__Given data__:
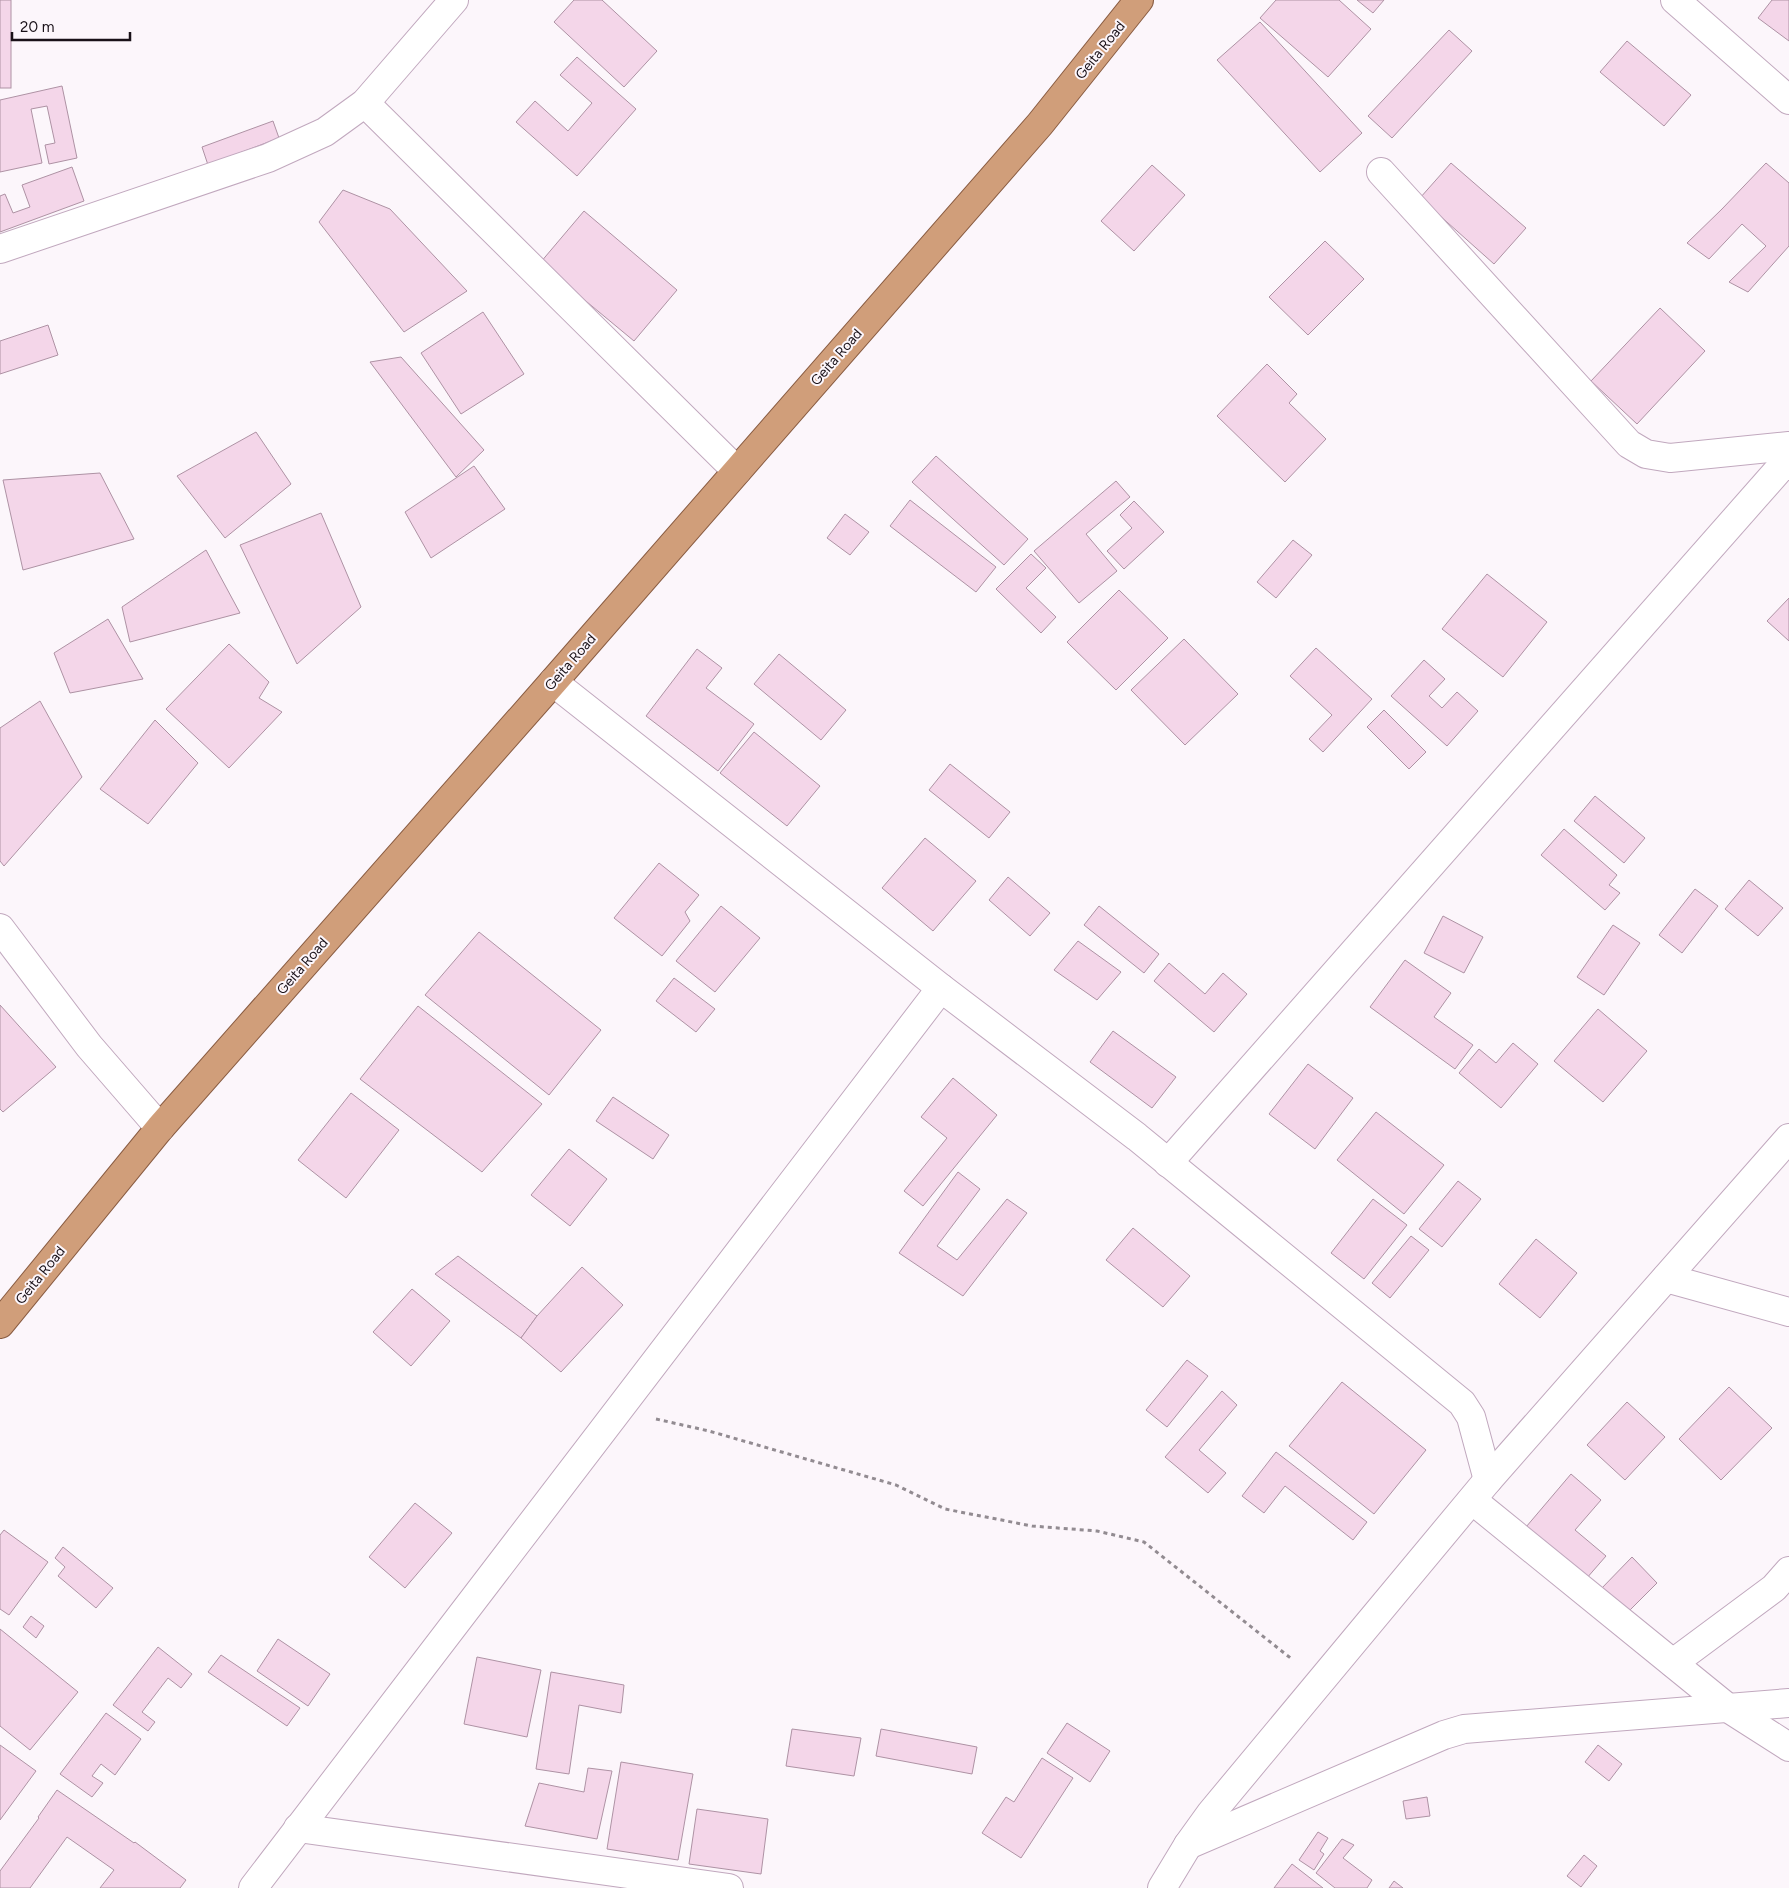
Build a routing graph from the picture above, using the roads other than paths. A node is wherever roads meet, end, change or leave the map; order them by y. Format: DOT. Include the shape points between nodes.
graph roads {
  1 [pos="454,0"];
  2 [pos="1139,0"];
  3 [pos="1675,0"];
  4 [pos="1789,100"];
  5 [pos="365,103"];
  6 [pos="1381,172"];
  7 [pos="0,249"];
  8 [pos="1789,446"];
  9 [pos="1789,458"];
  10 [pos="737,471"];
  11 [pos="553,682"];
  12 [pos="0,928"];
  13 [pos="941,988"];
  14 [pos="160,1128"];
  15 [pos="1789,1138"];
  16 [pos="1168,1163"];
  17 [pos="1666,1278"];
  18 [pos="1789,1312"];
  19 [pos="0,1324"];
  20 [pos="1480,1490"];
  21 [pos="1789,1571"];
  22 [pos="1673,1664"];
  23 [pos="1789,1703"];
  24 [pos="1728,1708"];
  25 [pos="1789,1747"];
  26 [pos="298,1828"];
  27 [pos="1188,1845"];
  28 [pos="253,1888"];
  29 [pos="729,1888"];
  30 [pos="1162,1888"];
  1 -- 5 [label="street"];
  2 -- 10 [label="highway, Geita Road" via="1040,124"];
  3 -- 4 [label="street"];
  5 -- 7 [label="street" via="325,132 268,158"];
  5 -- 10 [label="street"];
  6 -- 8 [label="street" via="1629,444 1646,454 1670,458"];
  9 -- 16 [label="street"];
  10 -- 11 [label="highway, Geita Road"];
  11 -- 13 [label="street"];
  11 -- 14 [label="highway, Geita Road"];
  12 -- 14 [label="street" via="90,1046"];
  13 -- 16 [label="street"];
  13 -- 26 [label="street"];
  14 -- 19 [label="highway, Geita Road"];
  15 -- 17 [label="street"];
  16 -- 20 [label="street" via="1462,1403 1473,1423"];
  17 -- 18 [label="street"];
  17 -- 20 [label="street"];
  20 -- 22 [label="street"];
  20 -- 27 [label="street" via="1211,1812"];
  21 -- 22 [label="street" via="1774,1588"];
  22 -- 24 [label="street"];
  23 -- 24 [label="street"];
  24 -- 25 [label="street"];
  24 -- 27 [label="street" via="1464,1729"];
  26 -- 28 [label="street"];
  26 -- 29 [label="street"];
  27 -- 30 [label="street"];
}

__Exercise brief__: From the material above, print everything exactly except the pictures.

__Written response__:
Build a routing graph from the picture above, using the roads other than paths. A node is wherever roads meet, end, change or leave the map; order them by y. Format: DOT. Include the shape points between nodes.
graph roads {
  1 [pos="454,0"];
  2 [pos="1139,0"];
  3 [pos="1675,0"];
  4 [pos="1789,100"];
  5 [pos="365,103"];
  6 [pos="1381,172"];
  7 [pos="0,249"];
  8 [pos="1789,446"];
  9 [pos="1789,458"];
  10 [pos="737,471"];
  11 [pos="553,682"];
  12 [pos="0,928"];
  13 [pos="941,988"];
  14 [pos="160,1128"];
  15 [pos="1789,1138"];
  16 [pos="1168,1163"];
  17 [pos="1666,1278"];
  18 [pos="1789,1312"];
  19 [pos="0,1324"];
  20 [pos="1480,1490"];
  21 [pos="1789,1571"];
  22 [pos="1673,1664"];
  23 [pos="1789,1703"];
  24 [pos="1728,1708"];
  25 [pos="1789,1747"];
  26 [pos="298,1828"];
  27 [pos="1188,1845"];
  28 [pos="253,1888"];
  29 [pos="729,1888"];
  30 [pos="1162,1888"];
  1 -- 5 [label="street"];
  2 -- 10 [label="highway, Geita Road" via="1040,124"];
  3 -- 4 [label="street"];
  5 -- 7 [label="street" via="325,132 268,158"];
  5 -- 10 [label="street"];
  6 -- 8 [label="street" via="1629,444 1646,454 1670,458"];
  9 -- 16 [label="street"];
  10 -- 11 [label="highway, Geita Road"];
  11 -- 13 [label="street"];
  11 -- 14 [label="highway, Geita Road"];
  12 -- 14 [label="street" via="90,1046"];
  13 -- 16 [label="street"];
  13 -- 26 [label="street"];
  14 -- 19 [label="highway, Geita Road"];
  15 -- 17 [label="street"];
  16 -- 20 [label="street" via="1462,1403 1473,1423"];
  17 -- 18 [label="street"];
  17 -- 20 [label="street"];
  20 -- 22 [label="street"];
  20 -- 27 [label="street" via="1211,1812"];
  21 -- 22 [label="street" via="1774,1588"];
  22 -- 24 [label="street"];
  23 -- 24 [label="street"];
  24 -- 25 [label="street"];
  24 -- 27 [label="street" via="1464,1729"];
  26 -- 28 [label="street"];
  26 -- 29 [label="street"];
  27 -- 30 [label="street"];
}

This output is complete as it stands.